> WORK ORDER
List all lines of the data containing the word "Blanc".
- - - - - - -
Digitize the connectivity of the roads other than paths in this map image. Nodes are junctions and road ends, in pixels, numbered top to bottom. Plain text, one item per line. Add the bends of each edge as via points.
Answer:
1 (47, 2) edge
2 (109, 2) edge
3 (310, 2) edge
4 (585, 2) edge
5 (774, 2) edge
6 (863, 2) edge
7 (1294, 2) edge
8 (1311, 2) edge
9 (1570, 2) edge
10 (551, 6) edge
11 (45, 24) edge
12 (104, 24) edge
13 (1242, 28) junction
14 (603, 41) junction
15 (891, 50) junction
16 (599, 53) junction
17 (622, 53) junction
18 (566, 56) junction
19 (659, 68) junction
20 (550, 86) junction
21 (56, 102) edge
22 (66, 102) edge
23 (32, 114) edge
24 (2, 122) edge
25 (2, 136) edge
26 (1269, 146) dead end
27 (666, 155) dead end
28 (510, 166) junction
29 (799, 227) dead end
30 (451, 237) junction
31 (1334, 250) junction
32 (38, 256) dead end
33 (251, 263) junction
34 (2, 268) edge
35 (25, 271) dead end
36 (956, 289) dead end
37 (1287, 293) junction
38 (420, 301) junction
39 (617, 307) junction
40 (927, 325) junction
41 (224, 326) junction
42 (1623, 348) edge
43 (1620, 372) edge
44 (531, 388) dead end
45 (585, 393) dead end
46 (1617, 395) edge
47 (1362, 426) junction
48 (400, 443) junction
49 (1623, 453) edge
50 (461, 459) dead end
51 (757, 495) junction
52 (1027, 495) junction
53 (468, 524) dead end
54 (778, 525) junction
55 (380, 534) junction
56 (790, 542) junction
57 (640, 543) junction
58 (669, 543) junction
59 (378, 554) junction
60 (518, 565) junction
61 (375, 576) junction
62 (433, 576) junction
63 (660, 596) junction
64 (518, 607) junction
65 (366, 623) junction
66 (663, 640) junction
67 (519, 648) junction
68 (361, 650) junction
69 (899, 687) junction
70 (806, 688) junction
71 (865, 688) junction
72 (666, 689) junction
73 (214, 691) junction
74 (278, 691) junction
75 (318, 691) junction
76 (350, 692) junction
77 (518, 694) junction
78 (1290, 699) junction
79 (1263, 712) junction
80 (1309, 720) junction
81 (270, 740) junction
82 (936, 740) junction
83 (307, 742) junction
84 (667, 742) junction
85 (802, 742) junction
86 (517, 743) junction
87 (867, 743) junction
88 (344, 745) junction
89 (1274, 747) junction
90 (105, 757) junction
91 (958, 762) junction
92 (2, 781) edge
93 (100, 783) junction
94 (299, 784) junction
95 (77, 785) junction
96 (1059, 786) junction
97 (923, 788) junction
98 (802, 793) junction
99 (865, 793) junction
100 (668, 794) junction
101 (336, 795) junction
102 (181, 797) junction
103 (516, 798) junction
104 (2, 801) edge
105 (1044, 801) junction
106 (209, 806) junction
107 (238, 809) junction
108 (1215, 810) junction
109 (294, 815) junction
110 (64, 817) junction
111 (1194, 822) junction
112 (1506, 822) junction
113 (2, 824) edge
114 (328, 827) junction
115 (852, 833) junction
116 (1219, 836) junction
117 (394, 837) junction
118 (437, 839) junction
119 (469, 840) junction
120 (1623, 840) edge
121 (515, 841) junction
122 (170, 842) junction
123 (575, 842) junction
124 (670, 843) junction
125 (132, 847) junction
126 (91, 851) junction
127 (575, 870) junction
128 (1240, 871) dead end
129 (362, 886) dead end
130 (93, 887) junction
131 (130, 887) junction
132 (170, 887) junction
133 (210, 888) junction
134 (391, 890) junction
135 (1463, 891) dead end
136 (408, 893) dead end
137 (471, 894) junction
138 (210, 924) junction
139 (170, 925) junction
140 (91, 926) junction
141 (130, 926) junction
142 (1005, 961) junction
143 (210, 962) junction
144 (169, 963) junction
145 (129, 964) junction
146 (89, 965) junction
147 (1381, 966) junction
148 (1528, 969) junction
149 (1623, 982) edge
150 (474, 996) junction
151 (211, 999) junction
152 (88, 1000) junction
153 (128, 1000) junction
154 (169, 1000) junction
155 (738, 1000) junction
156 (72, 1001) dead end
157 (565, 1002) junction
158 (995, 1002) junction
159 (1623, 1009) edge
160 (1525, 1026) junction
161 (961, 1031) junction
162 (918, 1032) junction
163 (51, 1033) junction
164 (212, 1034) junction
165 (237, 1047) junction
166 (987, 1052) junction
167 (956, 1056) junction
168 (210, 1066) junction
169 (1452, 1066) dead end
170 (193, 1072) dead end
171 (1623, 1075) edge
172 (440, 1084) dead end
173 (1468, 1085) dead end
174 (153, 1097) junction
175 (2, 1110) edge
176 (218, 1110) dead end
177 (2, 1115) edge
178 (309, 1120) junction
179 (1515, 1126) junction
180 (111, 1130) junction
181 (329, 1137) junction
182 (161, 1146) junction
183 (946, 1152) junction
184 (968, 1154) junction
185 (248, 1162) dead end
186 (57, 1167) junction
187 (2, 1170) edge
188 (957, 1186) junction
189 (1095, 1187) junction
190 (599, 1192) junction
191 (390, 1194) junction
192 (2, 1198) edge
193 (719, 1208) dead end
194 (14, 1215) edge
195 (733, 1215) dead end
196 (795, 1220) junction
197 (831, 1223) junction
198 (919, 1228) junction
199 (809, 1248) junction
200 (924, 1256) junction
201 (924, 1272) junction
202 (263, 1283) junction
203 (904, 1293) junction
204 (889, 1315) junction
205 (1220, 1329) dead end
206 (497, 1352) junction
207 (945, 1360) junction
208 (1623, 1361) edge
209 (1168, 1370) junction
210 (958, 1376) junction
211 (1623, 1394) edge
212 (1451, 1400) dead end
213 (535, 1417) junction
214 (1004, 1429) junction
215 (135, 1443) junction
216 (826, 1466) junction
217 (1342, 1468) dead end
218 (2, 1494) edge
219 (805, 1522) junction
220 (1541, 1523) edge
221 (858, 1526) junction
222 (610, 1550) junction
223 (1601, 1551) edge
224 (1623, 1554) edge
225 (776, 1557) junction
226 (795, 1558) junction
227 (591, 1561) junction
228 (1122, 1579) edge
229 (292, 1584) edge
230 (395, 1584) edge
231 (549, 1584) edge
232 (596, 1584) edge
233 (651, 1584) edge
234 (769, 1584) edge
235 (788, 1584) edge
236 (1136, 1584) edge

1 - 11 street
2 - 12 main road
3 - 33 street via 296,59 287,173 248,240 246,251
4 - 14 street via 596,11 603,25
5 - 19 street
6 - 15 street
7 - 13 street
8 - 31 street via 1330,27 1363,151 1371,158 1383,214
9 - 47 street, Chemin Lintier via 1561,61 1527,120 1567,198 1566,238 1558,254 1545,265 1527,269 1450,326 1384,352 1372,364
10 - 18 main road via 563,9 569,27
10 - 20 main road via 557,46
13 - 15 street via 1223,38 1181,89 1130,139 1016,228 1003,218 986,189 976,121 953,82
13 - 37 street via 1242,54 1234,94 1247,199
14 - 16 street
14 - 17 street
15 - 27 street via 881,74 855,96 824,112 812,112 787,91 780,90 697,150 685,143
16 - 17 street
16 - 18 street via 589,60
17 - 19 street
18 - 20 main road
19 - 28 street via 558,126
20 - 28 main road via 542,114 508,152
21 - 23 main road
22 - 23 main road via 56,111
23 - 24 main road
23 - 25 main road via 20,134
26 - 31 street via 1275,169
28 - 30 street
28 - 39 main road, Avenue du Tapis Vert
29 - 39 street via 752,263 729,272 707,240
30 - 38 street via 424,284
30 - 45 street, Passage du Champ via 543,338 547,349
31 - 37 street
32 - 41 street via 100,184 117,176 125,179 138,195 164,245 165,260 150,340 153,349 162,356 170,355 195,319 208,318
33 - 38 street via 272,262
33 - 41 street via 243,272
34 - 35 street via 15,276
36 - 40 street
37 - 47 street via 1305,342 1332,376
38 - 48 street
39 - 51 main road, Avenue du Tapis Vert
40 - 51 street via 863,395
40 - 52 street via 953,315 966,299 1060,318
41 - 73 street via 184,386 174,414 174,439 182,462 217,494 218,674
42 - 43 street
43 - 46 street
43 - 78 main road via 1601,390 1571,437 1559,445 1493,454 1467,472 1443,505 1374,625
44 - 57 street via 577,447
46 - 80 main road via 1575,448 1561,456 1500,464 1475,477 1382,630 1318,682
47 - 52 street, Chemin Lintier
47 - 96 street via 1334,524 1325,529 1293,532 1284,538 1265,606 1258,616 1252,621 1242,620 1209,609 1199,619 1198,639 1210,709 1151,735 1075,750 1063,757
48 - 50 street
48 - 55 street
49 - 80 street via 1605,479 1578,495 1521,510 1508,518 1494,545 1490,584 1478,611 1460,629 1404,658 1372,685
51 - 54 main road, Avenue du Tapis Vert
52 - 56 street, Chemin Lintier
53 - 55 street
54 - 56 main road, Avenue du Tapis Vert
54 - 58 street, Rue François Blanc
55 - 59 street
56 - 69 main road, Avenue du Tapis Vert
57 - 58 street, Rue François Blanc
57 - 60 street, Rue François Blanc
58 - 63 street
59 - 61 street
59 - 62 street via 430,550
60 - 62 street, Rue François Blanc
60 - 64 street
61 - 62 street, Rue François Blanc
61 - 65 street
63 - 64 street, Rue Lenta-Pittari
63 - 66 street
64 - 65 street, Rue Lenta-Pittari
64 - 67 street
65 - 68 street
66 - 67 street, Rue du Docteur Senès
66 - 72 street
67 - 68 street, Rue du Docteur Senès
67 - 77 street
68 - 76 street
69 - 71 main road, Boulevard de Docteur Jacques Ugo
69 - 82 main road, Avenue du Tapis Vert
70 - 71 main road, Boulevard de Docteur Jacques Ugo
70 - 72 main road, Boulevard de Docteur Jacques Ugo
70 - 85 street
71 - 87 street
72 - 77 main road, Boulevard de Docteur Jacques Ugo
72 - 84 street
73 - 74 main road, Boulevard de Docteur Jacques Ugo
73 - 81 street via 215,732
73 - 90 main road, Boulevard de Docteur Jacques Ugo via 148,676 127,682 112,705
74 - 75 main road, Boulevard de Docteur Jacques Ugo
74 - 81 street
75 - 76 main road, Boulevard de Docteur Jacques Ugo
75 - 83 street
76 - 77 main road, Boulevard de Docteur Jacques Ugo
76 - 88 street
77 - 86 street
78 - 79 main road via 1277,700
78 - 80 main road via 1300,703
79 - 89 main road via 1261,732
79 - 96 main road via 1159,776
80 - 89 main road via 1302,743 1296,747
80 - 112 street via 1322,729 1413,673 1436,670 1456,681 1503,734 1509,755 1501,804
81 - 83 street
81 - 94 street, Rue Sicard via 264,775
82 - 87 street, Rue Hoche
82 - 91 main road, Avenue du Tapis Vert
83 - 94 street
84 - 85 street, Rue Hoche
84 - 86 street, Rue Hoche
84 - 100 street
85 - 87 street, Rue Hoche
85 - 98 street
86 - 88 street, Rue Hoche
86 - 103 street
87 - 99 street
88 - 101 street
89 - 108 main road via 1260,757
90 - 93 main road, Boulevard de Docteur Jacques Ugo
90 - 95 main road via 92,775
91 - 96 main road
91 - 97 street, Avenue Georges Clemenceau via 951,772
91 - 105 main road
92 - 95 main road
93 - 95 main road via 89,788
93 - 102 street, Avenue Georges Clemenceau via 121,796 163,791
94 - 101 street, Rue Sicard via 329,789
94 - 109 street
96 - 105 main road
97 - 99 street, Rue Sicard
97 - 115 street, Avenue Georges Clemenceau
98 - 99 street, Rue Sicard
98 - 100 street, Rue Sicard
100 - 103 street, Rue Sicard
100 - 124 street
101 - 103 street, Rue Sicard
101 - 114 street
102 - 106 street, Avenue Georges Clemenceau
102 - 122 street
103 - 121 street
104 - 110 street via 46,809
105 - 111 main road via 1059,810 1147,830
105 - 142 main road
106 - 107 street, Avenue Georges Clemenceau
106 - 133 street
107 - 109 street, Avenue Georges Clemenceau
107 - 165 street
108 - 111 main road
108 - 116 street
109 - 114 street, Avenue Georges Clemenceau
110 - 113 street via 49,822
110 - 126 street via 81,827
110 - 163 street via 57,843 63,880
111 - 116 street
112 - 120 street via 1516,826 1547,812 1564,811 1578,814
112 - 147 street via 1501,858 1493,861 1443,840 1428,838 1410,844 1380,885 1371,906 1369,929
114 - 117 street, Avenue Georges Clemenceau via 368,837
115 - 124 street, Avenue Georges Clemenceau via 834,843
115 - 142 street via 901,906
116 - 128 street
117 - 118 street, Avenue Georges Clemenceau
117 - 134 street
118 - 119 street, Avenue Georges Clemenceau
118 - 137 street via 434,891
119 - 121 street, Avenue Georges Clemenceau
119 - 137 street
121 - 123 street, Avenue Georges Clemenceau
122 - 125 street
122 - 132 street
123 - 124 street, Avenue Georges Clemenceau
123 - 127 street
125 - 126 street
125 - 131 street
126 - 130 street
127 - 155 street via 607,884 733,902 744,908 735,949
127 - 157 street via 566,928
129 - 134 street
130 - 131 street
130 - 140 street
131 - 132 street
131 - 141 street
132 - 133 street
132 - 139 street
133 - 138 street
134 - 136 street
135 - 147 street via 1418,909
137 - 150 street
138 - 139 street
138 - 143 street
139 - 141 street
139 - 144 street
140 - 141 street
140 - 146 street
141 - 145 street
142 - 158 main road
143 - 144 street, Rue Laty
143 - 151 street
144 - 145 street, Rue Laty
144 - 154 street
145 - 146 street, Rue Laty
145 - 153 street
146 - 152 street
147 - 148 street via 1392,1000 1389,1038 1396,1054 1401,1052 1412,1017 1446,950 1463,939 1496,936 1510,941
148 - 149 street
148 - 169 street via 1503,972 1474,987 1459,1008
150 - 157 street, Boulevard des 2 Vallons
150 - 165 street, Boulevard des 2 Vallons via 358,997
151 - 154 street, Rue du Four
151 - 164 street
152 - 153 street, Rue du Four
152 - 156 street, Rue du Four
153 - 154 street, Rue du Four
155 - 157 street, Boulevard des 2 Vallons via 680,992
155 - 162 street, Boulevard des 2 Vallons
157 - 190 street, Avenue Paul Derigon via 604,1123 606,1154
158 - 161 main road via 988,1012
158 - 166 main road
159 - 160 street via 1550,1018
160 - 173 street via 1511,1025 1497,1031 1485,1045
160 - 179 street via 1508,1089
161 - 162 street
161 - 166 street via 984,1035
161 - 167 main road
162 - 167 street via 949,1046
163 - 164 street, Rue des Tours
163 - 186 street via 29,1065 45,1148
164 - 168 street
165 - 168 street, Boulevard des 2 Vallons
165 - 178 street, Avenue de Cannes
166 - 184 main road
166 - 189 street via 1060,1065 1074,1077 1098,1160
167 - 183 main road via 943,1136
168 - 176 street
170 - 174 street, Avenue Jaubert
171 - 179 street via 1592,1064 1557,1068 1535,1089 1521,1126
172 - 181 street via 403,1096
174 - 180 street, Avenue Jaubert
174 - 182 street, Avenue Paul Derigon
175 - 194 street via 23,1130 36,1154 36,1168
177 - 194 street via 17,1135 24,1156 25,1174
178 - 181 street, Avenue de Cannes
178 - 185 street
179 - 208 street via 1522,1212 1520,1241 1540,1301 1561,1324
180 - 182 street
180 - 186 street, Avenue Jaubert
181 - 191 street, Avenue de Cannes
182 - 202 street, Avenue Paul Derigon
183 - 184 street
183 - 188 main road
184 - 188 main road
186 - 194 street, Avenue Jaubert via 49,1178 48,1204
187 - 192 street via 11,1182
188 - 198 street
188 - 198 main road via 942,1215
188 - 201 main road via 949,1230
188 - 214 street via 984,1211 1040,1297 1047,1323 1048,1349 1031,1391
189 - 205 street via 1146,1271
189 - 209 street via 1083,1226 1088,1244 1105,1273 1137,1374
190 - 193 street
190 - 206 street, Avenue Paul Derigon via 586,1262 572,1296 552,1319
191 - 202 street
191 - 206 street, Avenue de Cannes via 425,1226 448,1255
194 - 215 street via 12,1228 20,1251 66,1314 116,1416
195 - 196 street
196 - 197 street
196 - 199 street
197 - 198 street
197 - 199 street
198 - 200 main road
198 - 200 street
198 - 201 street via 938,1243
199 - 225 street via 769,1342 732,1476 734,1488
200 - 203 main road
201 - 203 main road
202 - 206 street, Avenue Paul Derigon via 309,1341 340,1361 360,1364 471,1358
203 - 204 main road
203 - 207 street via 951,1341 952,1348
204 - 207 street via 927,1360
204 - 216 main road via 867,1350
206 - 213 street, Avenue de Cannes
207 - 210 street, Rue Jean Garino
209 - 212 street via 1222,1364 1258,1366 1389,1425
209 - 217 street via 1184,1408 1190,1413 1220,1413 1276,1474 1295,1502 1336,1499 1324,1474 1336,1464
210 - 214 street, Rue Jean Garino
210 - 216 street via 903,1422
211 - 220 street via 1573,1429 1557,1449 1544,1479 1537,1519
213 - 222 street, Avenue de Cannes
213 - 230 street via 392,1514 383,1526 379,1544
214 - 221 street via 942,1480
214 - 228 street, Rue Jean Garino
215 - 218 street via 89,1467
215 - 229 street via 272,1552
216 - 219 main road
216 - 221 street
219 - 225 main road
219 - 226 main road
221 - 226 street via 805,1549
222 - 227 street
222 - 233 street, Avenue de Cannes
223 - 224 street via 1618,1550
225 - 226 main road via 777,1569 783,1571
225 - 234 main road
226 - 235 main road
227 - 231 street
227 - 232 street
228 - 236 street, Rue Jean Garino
- - - - - - -
> REPLY TO THE EXERCISE
54 - 58 street, Rue François Blanc
57 - 58 street, Rue François Blanc
57 - 60 street, Rue François Blanc
60 - 62 street, Rue François Blanc
61 - 62 street, Rue François Blanc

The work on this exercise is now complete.